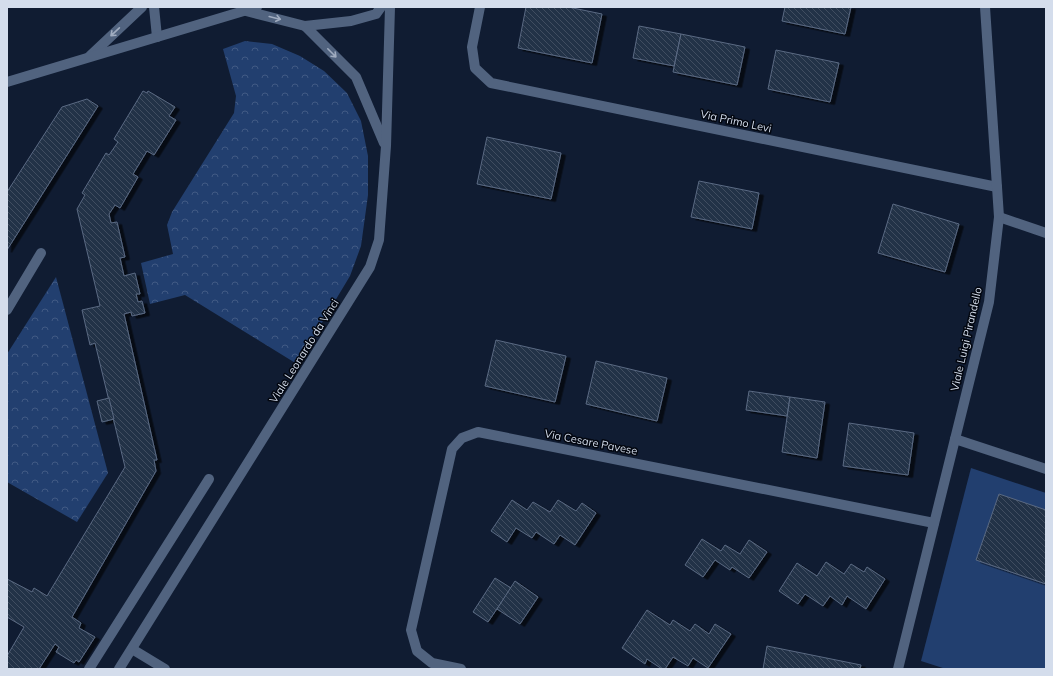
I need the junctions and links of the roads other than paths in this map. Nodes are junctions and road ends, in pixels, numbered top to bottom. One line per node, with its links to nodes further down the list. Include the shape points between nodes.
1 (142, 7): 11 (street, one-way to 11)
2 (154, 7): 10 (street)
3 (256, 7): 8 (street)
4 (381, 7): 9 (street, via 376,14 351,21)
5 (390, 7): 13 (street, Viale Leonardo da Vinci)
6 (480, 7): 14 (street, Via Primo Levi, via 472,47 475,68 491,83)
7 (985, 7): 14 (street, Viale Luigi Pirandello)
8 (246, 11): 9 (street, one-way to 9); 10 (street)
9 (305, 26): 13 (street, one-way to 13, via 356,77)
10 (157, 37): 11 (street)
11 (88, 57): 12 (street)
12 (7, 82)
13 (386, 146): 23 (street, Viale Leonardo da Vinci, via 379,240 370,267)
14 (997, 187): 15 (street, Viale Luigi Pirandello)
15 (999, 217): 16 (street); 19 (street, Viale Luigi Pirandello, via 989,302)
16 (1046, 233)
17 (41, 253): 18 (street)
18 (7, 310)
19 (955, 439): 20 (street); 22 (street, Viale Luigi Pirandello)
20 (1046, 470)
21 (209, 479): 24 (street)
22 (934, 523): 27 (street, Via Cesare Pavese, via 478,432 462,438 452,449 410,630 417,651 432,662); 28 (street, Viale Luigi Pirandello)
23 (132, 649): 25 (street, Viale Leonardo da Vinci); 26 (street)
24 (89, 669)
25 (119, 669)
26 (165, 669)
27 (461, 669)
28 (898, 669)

****************

* _Requirement_: Repeat the records word for word. Leave out whatever pictures they hold.

* _Solved problem_:
I need the junctions and links of the roads other than paths in this map. Nodes are junctions and road ends, in pixels, numbered top to bottom. One line per node, with its links to nodes further down the list. Include the shape points between nodes.
1 (142, 7): 11 (street, one-way to 11)
2 (154, 7): 10 (street)
3 (256, 7): 8 (street)
4 (381, 7): 9 (street, via 376,14 351,21)
5 (390, 7): 13 (street, Viale Leonardo da Vinci)
6 (480, 7): 14 (street, Via Primo Levi, via 472,47 475,68 491,83)
7 (985, 7): 14 (street, Viale Luigi Pirandello)
8 (246, 11): 9 (street, one-way to 9); 10 (street)
9 (305, 26): 13 (street, one-way to 13, via 356,77)
10 (157, 37): 11 (street)
11 (88, 57): 12 (street)
12 (7, 82)
13 (386, 146): 23 (street, Viale Leonardo da Vinci, via 379,240 370,267)
14 (997, 187): 15 (street, Viale Luigi Pirandello)
15 (999, 217): 16 (street); 19 (street, Viale Luigi Pirandello, via 989,302)
16 (1046, 233)
17 (41, 253): 18 (street)
18 (7, 310)
19 (955, 439): 20 (street); 22 (street, Viale Luigi Pirandello)
20 (1046, 470)
21 (209, 479): 24 (street)
22 (934, 523): 27 (street, Via Cesare Pavese, via 478,432 462,438 452,449 410,630 417,651 432,662); 28 (street, Viale Luigi Pirandello)
23 (132, 649): 25 (street, Viale Leonardo da Vinci); 26 (street)
24 (89, 669)
25 (119, 669)
26 (165, 669)
27 (461, 669)
28 (898, 669)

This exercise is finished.